Если бы на моих плечах красовались бы по две лямочки, народ бы меня не понял. Лишь в конце двадцатого века появилась своеобразная мода — не скрывать лямочки лифчика. Мы в своё время старались обязательно подобрать лифчик по цвету платья или блузки, если ткань просвечивалась. А современная молодая женская поросль не озабочена задачей: сочетаются или не сочетаются, вещи могут быть и разного цвета.
И от этого несочетания ни одна статуя ещё не упала. И ни одна река не повернула своё течение в другую сторону.
Кстати, о лифчике. Красивейшая актриса Татьяна Окуневская (я уже вспоминала её ромбик в области пупка) не носила лифчиков. Так рассказывали подруги. Её пригласили сниматься в фильме «Дом, в котором я живу». Режиссёр попросил актрису надеть лифчик на время съёмок. Он боялся (и не без основания), что когда «дядечки» из отдела культуры ЦК КПСС будут смотреть фильм и узрят свободно гуляющую под кофточкой героини грудь, то кинокартина ляжет «на полку». Она не согласилась. И в фильме снялась другая актриса.
Как известно, коммунизм не был построен в СССР и Союз распался вовсе не из-за того, что некоторые его гражданки не носили лифчиков.

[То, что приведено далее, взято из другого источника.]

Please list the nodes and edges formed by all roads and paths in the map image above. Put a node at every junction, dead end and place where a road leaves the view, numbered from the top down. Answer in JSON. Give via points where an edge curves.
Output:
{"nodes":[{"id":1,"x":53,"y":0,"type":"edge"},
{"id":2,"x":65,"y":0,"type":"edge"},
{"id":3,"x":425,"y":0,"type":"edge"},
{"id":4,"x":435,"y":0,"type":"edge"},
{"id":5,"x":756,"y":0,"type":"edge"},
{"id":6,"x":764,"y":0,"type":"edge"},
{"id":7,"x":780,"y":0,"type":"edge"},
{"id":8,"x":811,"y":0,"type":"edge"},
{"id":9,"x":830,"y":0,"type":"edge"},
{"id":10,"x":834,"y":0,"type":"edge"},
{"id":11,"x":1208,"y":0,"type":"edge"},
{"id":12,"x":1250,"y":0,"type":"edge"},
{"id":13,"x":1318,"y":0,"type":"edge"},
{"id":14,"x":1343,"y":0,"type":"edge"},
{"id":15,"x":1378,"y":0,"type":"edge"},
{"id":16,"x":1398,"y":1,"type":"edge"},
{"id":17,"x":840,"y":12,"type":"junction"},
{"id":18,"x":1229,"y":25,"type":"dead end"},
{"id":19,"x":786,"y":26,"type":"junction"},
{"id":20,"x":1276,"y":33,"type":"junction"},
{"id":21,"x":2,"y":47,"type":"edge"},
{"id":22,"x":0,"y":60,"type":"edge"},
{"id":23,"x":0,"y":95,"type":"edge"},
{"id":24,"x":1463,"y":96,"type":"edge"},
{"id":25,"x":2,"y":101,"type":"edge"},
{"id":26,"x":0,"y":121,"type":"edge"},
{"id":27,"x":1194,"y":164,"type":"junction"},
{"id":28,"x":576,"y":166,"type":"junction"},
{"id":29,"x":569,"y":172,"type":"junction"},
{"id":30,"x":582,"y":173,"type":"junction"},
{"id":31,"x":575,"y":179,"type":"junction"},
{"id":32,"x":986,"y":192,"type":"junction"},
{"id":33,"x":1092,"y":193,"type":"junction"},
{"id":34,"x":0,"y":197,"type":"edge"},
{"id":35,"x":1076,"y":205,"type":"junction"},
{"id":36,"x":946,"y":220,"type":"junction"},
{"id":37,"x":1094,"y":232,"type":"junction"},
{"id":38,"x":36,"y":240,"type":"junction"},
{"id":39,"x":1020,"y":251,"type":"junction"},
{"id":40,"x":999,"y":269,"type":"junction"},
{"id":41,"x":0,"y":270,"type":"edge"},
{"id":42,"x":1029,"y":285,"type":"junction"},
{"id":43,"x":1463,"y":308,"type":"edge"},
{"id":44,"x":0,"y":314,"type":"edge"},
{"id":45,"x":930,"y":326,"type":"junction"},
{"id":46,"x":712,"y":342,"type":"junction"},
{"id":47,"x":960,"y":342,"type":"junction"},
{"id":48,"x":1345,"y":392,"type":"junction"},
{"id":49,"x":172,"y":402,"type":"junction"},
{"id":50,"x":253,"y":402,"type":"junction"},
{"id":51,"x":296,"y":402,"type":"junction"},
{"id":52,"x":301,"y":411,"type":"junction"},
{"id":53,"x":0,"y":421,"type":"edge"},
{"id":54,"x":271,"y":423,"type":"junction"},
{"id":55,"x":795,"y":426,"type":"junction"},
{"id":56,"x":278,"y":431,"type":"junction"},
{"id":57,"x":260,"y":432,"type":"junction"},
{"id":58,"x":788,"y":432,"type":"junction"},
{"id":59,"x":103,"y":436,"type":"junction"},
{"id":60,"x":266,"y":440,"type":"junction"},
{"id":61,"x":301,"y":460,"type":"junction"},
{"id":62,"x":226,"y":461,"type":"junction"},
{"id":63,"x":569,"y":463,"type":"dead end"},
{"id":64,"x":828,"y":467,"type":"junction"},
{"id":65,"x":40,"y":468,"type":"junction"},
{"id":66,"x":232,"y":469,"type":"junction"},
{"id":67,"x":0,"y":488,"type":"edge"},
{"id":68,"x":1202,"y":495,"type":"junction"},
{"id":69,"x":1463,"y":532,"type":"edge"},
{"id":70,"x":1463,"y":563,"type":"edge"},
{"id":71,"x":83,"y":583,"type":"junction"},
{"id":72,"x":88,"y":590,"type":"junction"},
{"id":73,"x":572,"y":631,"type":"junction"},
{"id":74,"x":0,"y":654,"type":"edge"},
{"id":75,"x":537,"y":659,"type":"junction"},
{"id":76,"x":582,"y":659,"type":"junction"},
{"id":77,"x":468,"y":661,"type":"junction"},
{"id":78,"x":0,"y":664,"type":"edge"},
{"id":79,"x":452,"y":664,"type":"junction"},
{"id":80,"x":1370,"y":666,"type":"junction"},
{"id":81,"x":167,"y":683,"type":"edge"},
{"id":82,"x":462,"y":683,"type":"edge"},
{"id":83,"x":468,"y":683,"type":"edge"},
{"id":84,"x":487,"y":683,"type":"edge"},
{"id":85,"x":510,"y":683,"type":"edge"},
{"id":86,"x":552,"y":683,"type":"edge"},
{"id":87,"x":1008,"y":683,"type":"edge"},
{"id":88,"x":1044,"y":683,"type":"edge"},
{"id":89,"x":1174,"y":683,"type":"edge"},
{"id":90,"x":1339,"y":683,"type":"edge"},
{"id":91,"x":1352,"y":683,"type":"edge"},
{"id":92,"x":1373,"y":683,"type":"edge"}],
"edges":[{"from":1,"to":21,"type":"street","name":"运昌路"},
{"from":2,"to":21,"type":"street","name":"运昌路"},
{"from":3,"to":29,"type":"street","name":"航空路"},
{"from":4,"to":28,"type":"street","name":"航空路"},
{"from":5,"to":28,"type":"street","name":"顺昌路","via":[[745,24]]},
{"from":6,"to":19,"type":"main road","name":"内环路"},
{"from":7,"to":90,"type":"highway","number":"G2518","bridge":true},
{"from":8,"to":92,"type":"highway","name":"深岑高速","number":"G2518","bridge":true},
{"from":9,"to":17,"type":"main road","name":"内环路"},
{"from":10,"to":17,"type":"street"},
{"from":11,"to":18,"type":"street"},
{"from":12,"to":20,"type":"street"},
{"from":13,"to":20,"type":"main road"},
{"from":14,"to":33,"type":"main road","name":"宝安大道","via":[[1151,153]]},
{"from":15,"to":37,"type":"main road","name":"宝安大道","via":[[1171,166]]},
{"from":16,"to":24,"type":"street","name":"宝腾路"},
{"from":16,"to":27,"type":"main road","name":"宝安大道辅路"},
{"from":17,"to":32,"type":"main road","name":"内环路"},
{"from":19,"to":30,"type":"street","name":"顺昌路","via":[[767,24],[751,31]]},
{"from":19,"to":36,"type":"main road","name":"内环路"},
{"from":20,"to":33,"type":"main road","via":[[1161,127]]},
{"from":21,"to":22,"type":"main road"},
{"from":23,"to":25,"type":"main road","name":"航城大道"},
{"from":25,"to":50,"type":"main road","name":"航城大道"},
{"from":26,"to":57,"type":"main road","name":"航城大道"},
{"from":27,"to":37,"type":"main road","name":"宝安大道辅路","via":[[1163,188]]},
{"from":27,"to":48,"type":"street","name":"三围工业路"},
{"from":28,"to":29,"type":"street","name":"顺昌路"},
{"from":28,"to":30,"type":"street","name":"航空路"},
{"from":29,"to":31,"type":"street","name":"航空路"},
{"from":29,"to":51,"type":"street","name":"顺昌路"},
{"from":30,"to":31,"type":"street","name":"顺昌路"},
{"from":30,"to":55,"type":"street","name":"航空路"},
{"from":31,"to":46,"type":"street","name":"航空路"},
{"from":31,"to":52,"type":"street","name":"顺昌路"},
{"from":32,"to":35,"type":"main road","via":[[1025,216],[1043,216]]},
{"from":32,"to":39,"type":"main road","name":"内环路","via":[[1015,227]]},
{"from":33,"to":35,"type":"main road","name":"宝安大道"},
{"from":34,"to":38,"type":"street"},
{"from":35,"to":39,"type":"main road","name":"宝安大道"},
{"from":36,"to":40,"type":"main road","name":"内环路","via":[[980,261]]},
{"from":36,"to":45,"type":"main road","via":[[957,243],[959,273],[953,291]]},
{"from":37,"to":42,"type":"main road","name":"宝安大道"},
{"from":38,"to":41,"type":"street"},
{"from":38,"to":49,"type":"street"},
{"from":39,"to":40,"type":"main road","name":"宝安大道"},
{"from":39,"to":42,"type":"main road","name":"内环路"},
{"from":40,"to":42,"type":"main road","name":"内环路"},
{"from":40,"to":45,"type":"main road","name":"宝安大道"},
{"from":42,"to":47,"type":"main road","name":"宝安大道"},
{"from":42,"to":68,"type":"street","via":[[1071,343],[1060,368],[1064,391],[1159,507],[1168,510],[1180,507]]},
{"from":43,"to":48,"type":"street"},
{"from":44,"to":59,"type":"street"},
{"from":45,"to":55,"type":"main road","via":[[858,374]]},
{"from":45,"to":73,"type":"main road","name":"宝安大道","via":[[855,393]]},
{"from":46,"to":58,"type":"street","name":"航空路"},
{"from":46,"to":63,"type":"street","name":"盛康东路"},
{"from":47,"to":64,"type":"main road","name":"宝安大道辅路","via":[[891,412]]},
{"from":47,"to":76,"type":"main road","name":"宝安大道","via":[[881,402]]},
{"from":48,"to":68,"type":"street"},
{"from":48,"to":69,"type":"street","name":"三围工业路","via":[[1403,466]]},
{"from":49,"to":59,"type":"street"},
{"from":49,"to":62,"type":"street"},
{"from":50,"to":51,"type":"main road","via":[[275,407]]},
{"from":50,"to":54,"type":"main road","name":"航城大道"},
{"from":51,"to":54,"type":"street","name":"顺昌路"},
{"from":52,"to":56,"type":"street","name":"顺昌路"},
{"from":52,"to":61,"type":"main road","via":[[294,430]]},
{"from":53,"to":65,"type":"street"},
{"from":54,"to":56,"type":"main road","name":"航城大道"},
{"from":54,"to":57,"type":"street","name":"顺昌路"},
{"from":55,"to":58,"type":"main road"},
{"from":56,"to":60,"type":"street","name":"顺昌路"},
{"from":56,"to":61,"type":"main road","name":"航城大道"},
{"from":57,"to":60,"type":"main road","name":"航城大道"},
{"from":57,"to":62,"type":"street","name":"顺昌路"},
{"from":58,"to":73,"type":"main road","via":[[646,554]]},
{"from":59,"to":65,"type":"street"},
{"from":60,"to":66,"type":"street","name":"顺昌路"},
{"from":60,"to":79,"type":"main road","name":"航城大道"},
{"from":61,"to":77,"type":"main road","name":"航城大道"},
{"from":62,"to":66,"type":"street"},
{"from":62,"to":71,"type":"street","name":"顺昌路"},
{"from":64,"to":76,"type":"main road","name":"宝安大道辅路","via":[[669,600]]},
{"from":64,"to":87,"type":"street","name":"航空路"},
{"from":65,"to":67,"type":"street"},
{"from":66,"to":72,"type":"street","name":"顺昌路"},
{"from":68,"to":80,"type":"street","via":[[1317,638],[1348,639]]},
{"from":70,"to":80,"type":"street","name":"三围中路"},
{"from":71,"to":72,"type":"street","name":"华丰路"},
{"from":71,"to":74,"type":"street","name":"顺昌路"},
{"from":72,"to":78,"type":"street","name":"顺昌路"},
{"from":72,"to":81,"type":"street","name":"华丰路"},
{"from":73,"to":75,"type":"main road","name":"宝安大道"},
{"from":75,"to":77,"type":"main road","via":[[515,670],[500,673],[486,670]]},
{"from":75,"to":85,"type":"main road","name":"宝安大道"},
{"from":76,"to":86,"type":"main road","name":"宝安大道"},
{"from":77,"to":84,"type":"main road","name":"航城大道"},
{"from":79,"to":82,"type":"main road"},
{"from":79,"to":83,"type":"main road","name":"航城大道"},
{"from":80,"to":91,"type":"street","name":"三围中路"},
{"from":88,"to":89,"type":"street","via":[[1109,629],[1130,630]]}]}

... Подхожу я в таком наряде к Малому театру. Вижу: у машины стоит друг с каким-то джентльменом. А лицо у моего друга напряжённое. Я думала: переживает, в чем появится его дама. Оказалось, вовсе не потому. Мой наряд он не прокомментировал. Потом поняла, другу важнее было, какое впечатление я произведу на его спутника, как личность. Об этом я не знала. А потому вела себя так, как обычно веду себя в обществе. У нас ещё было время. Я заговорила о театре, о том, что уже здесь видела, о своём впечатлении. Товарищ моего друга живо поддержал разговор. Пара удачных шуток — и мы, как давно уже знакомые. И я, словно это было вчера, до сих пор слышу облегчённый вздох моего друга.
Возможно, он боялся, чтобы я не выглядела дурочкой. И ему по какой-то причине важно было хорошее мнение о его даме. Но если ещё переживать по таким поводам, то голова начнет распухать.

Хотела ли я «спать» с  обретённым другом? Нет. Вот с ним-то у меня вовсю разыгрались комплексы, как у юной особы, которой кажется: всё у тебя не так. Я ходила почему-то боком, когда мы оставались одни, суетилась, старалась ему угодить. Чтобы вкусно накормить, ходила на Центральный рынок (только он тогда был приличным), покупала маринованные черемшу, чеснок, какие-то зелёные стручки и листья; тщательно выбирала картошку, мясо... В те годы меня хорошо выручала «Кулинария» при ресторане гостиницы «Будапешт», чаще всего по пятницам я покупала там тушки цыплят табака. Все дополнительные мои заработки уходили на питание. Но я не жалела. Была и продолжаю быть убеждённой: качественная и сытная пища — залог здоровья тела и духа, успеха в делах.
Всё же он стал моим любовником... Или — я его любовницей. Я бы предпочла, чтобы он остался для меня другом. Есть такие мужчины, с которыми просто категорически не следует переходить грань: дружба — любовь. Да мы и не были влюблены друг в друга. Нам было интересно вместе. Правда, могу сказать только за себя. Что чувствовал он, не знаю. Мы эту тему не обсуждали.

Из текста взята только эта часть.